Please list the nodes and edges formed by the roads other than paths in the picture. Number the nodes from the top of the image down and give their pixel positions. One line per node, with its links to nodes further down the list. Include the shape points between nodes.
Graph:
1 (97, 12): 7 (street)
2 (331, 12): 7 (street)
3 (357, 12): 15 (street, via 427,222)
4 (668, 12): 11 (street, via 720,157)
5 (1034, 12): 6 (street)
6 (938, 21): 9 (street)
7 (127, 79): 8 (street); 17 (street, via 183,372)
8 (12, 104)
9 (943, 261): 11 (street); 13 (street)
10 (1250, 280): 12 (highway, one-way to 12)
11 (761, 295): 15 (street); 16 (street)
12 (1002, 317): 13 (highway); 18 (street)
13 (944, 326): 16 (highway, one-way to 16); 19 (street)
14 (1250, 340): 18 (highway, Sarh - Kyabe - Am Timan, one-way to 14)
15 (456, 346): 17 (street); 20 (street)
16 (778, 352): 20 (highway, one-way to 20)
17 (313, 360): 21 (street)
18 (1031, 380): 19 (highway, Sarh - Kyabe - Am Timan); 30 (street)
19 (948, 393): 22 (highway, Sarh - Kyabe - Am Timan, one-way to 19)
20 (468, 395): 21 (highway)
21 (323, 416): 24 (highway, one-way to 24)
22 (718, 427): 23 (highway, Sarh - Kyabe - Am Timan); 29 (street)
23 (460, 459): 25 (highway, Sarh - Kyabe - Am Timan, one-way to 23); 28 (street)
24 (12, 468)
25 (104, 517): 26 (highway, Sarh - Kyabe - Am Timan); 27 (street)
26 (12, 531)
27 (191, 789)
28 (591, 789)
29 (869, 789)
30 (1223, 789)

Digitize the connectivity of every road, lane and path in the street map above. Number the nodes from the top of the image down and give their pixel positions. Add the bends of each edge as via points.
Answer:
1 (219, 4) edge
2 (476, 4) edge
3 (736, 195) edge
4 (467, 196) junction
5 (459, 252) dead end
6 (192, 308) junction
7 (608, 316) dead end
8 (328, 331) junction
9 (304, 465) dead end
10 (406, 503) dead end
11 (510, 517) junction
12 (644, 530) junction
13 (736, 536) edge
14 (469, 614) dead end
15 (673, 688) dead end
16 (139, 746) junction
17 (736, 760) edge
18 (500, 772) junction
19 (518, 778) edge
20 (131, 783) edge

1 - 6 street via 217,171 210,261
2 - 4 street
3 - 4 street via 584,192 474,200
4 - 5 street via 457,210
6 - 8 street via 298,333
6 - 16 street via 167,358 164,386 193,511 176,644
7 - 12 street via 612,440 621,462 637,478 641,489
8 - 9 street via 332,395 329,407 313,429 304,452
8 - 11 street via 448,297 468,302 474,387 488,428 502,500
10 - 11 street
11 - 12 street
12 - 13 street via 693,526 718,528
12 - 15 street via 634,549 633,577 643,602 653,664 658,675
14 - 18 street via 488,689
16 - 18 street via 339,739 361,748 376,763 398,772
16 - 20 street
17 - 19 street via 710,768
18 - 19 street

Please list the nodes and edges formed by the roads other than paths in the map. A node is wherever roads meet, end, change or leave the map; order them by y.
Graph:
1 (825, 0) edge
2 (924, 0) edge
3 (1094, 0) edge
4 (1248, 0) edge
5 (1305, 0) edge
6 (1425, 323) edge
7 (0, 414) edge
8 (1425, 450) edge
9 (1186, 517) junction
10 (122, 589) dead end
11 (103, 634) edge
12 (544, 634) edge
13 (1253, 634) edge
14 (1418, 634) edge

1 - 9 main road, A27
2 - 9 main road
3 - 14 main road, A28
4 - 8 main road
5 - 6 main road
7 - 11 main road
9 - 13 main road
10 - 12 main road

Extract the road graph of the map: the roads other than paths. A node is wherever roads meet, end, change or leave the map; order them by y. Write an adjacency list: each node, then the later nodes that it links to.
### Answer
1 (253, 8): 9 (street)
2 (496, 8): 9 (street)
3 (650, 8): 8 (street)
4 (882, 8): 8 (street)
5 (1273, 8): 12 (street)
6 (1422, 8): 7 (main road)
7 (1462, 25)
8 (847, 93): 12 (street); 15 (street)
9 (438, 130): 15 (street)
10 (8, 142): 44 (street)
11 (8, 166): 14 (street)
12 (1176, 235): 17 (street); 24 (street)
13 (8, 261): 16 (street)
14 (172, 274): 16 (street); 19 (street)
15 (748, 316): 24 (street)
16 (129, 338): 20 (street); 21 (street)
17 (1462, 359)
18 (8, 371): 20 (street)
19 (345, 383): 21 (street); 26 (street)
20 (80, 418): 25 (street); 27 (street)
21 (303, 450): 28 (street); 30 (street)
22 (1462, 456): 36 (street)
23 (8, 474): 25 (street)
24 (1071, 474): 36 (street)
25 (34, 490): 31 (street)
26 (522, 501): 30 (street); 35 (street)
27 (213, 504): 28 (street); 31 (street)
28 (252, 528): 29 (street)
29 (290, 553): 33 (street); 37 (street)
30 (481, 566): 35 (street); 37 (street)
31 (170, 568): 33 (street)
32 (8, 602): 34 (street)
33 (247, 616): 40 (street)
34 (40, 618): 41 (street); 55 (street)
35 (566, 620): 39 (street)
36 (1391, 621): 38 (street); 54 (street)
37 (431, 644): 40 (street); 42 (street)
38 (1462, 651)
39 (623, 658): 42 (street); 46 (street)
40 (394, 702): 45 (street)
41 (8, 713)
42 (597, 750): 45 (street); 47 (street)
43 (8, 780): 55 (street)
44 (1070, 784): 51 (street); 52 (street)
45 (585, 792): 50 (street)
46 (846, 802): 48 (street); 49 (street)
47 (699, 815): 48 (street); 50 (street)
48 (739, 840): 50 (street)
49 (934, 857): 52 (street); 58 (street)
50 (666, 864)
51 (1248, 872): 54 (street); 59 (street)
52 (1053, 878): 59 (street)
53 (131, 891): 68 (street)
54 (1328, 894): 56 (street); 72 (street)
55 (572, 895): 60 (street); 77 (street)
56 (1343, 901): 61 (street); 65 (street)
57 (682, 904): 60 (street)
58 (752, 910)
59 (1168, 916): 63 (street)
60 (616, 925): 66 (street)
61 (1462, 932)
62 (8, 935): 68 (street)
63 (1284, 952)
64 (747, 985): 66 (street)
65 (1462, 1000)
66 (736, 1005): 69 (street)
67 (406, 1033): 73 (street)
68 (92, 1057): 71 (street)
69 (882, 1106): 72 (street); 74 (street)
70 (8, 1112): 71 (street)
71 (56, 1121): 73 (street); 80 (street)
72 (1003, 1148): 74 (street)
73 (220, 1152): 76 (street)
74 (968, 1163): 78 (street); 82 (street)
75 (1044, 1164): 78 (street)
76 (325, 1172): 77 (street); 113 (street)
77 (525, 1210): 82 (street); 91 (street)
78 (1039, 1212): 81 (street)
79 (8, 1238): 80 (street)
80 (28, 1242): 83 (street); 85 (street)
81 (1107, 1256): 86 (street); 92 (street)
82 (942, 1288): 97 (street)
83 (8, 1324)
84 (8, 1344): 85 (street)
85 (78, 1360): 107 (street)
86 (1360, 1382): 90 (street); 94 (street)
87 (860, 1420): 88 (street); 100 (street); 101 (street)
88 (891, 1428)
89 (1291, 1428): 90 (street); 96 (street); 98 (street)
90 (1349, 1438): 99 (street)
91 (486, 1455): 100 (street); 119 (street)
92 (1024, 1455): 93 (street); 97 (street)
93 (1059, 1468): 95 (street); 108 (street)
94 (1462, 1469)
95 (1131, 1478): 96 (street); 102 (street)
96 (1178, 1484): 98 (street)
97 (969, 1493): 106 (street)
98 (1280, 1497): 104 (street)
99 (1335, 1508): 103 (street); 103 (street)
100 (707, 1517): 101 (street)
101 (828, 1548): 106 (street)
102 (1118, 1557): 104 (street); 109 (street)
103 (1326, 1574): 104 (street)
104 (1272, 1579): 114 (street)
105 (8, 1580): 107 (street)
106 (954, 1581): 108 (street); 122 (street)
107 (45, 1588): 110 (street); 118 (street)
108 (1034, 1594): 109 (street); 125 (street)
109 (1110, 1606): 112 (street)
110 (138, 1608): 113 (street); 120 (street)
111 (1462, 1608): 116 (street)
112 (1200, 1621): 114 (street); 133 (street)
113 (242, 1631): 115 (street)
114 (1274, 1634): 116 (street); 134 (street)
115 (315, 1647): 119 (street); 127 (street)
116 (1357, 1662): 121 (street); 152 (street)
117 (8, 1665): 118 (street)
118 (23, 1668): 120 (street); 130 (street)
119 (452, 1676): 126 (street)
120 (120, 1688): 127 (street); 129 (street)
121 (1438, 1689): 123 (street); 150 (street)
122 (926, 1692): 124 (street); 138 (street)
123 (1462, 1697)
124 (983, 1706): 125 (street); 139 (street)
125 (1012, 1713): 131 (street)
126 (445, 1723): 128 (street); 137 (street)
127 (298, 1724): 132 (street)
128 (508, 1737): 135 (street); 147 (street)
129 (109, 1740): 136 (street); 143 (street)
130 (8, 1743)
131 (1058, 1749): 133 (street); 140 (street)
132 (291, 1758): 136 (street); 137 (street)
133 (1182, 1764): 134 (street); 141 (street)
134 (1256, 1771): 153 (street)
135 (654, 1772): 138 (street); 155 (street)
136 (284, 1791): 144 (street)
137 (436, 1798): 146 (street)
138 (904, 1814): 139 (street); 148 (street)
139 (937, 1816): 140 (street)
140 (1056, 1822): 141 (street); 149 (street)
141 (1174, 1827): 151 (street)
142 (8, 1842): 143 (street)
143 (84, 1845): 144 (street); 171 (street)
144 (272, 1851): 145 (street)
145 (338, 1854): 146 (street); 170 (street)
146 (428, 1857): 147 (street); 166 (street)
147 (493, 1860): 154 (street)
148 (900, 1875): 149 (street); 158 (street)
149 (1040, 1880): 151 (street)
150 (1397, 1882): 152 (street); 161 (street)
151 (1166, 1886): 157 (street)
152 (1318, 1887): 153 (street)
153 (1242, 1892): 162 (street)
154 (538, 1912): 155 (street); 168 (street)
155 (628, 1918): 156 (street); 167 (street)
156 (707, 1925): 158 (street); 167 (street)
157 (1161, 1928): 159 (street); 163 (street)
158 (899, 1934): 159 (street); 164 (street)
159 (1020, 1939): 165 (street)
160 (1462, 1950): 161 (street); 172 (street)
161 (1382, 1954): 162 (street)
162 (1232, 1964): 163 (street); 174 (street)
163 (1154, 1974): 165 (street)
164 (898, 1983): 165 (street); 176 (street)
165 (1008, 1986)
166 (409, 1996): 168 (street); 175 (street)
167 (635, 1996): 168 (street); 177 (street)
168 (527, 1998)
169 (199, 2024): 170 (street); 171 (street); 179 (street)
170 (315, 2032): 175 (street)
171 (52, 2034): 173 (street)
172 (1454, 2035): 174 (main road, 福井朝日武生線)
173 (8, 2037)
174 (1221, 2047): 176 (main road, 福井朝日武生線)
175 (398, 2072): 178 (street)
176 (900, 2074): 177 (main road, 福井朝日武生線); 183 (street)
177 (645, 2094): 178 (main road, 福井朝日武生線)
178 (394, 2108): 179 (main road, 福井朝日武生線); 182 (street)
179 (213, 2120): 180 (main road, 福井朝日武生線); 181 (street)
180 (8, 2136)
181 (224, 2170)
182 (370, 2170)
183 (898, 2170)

═══

Which lines of the records above contain the word "image"? Report each one in full.

Please list the nodes and edges formed by the roads other than paths in the picture. Number the nodes from the top of the image down and give their pixel positions. One line per node, with its links to nodes further down the list. Include the shape points between nodes.
Digitize the connectivity of every road, lane and path in the street map above. Number the nodes from the top of the image down and give their pixel positions. Add the bends of each edge as via points.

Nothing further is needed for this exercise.